As other users have pointed out, the Jelly Deals post isn’t an ad. Jelly Deals is a deals website run by Gamer Network, with an editorial team who hunt deals out around the web that they think are good value for good stuff. Yes, they/we get affiliate revenue of a few pennies if someone clicks the link and buys something, but the deals are only posted if they think they’re good. Same for our own coverage.
We’ve designed the box to look obviously different from other RPS posts so it’s clear that it’s from a different editorial team. This is the first such post we’ve run from Jelly Deals, but Eurogamer have had similar posts for months/years. (And Kotaku have done something similar with their own sister site for years and years, alongside most of the rest of the web.)

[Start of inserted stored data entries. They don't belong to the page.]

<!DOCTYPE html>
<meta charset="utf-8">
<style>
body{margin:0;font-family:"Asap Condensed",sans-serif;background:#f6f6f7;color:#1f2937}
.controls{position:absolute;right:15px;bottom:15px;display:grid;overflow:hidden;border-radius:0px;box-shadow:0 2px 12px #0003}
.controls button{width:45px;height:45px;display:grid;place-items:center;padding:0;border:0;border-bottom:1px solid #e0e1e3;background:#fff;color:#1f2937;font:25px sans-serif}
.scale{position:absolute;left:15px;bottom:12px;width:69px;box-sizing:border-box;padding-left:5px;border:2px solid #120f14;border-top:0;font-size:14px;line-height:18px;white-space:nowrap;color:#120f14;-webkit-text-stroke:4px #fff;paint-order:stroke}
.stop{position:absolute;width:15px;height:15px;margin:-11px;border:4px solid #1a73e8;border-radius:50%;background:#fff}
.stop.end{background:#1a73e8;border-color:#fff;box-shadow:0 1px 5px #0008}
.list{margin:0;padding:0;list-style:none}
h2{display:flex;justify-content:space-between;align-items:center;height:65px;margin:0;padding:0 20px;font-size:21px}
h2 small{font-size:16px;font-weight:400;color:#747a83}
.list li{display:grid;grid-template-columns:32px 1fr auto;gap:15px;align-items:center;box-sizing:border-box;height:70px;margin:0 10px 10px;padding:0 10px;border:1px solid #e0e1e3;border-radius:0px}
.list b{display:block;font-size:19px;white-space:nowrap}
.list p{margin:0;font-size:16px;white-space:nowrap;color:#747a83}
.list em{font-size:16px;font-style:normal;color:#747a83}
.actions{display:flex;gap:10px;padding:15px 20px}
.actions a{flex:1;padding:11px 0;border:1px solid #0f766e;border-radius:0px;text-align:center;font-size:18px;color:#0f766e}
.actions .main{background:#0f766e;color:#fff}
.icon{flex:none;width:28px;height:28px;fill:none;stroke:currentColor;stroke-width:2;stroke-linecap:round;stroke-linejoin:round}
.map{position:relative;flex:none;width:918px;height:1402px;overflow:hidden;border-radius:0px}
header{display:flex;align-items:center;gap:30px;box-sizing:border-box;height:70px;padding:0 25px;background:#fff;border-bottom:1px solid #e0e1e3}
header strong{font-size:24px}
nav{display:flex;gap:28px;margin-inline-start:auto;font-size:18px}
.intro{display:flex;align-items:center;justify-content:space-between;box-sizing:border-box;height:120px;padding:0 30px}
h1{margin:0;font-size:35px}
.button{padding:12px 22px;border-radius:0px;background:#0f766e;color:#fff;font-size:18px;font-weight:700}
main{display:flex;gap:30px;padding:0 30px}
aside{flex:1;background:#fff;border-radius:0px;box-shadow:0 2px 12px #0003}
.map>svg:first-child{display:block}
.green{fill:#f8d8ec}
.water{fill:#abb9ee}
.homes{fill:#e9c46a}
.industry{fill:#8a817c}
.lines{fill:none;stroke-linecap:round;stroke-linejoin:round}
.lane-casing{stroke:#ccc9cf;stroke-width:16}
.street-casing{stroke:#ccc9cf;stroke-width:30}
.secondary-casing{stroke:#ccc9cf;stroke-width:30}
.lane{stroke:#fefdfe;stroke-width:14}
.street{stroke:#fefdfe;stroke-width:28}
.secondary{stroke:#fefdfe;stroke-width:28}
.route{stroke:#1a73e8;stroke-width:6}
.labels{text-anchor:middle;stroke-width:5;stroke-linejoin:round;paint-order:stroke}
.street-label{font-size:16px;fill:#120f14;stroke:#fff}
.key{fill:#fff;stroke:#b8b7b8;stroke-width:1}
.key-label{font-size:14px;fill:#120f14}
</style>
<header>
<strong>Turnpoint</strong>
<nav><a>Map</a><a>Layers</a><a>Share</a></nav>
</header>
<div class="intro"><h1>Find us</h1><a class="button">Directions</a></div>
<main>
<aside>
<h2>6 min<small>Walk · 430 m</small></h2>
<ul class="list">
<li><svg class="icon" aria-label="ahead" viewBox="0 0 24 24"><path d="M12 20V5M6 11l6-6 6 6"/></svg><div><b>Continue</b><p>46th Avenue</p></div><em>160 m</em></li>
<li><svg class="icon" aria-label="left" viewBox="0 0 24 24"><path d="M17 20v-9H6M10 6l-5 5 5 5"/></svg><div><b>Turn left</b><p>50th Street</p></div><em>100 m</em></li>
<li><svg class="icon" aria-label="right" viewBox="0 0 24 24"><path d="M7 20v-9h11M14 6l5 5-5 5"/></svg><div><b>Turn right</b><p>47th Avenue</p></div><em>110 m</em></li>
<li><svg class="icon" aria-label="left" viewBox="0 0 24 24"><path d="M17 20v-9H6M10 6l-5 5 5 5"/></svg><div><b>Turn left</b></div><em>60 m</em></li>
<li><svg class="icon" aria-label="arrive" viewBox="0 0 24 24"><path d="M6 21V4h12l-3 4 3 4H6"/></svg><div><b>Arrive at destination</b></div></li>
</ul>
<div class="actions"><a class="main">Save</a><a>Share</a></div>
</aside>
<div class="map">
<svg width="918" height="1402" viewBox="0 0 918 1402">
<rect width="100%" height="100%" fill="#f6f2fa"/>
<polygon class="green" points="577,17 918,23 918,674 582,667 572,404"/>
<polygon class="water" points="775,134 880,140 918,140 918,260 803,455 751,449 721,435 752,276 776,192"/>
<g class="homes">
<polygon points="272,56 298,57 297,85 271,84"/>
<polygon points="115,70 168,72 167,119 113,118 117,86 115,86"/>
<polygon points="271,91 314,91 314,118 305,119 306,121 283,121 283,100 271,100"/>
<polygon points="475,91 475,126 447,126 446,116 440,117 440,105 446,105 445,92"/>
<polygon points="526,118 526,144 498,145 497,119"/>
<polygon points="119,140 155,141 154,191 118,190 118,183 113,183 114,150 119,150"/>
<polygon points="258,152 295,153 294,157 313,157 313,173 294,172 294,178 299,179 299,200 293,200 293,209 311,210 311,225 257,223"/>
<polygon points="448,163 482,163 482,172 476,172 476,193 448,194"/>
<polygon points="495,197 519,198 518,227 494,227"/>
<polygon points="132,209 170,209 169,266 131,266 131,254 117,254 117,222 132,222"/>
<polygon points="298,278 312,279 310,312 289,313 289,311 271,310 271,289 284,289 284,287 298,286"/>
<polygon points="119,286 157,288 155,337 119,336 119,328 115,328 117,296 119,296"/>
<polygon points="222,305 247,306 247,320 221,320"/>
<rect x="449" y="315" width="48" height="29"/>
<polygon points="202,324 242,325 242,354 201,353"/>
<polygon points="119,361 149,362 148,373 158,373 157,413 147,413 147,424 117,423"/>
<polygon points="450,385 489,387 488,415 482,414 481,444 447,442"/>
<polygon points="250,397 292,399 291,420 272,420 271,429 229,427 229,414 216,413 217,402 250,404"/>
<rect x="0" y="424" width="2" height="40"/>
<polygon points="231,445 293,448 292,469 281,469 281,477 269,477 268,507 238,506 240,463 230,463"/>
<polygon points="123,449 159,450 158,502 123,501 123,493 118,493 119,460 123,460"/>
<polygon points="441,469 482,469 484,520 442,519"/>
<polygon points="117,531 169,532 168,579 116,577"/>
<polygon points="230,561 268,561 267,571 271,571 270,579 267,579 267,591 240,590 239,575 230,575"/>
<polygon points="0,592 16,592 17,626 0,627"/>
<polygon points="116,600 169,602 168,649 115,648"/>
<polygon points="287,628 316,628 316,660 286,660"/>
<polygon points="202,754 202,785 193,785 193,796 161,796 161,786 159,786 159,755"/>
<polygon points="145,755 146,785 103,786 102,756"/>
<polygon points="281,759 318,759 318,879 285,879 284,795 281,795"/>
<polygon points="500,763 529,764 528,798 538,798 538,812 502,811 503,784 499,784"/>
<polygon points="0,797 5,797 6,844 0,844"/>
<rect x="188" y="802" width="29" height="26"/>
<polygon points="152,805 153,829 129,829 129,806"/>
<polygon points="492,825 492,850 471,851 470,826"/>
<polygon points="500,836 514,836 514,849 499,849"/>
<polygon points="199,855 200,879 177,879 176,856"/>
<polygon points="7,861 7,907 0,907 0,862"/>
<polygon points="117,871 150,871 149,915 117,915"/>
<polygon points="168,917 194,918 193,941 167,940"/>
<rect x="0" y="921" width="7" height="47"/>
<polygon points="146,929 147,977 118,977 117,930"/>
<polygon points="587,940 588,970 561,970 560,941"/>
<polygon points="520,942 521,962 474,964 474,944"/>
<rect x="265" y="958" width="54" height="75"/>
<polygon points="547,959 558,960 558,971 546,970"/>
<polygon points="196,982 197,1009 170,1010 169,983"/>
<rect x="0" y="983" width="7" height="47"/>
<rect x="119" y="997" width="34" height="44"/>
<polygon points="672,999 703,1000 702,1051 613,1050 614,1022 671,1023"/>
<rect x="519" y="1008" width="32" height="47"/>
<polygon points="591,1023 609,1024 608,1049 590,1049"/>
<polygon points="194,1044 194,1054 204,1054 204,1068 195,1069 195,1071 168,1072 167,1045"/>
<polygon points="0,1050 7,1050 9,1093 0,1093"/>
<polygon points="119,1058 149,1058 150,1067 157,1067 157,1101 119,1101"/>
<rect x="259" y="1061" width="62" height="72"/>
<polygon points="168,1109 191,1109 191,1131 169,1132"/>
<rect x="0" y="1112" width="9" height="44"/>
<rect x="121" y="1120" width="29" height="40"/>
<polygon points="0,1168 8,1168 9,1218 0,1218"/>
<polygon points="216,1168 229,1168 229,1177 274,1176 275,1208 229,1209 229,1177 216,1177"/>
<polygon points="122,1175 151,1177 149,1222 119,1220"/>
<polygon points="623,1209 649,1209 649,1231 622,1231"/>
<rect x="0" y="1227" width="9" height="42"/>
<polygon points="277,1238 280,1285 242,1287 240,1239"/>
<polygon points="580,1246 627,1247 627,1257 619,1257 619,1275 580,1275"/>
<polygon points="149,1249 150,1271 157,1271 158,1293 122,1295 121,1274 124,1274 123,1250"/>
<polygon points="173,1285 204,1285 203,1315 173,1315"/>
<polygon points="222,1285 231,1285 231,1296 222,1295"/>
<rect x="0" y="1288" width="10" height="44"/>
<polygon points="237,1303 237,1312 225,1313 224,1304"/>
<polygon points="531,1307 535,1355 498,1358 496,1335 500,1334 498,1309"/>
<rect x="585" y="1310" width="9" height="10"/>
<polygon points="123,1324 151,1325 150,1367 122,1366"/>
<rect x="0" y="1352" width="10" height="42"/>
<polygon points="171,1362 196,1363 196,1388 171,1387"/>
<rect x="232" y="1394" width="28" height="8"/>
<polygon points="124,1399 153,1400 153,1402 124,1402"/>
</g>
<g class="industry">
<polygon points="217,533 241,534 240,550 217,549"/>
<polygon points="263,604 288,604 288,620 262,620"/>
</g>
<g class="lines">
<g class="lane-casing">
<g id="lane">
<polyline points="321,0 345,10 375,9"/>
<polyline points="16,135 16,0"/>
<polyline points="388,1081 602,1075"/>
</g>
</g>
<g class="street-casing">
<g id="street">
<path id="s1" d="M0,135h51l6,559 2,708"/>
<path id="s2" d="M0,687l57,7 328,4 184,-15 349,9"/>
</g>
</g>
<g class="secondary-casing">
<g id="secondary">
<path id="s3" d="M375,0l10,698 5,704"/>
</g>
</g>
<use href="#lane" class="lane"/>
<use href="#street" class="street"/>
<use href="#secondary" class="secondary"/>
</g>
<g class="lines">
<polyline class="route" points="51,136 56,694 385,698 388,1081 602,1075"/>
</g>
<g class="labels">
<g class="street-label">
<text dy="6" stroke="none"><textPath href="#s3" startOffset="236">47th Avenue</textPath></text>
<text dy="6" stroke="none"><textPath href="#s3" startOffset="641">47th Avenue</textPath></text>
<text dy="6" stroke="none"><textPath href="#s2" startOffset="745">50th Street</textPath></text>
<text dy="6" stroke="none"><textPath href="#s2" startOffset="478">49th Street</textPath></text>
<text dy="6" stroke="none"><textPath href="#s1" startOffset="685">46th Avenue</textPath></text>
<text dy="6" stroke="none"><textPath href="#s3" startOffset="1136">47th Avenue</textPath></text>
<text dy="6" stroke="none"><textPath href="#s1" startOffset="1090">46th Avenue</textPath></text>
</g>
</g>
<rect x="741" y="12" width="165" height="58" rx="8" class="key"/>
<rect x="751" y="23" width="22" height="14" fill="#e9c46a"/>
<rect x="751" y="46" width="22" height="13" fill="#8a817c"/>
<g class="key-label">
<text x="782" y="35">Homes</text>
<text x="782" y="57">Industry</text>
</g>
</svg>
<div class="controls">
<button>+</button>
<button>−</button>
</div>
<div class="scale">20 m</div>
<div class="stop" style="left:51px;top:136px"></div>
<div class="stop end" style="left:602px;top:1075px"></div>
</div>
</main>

I understand people worry about advertising and editorial and money all swirling together. We continue to not run any advertorial on the site, unlike our competitors. We continue to have a strong separation between the church and state of editorial and advertising. I’m confident that affiliate revenue does not affect our editorial independence. Our own deals output similarly only covers deals we think are worthwhile, though these things are, as always, subjective.
Fundamentally, if the deals posts are not useful to the audience, the audience won’t click on them or buy items through them, and we’ll stop doing them. So far that’s not the case. In some ways the commenters here are right in that they’re a “necessary evil” - I’d still much rather people just paid to read articles on the internet - but so far people clearly find them useful, so maybe they’re not even evil.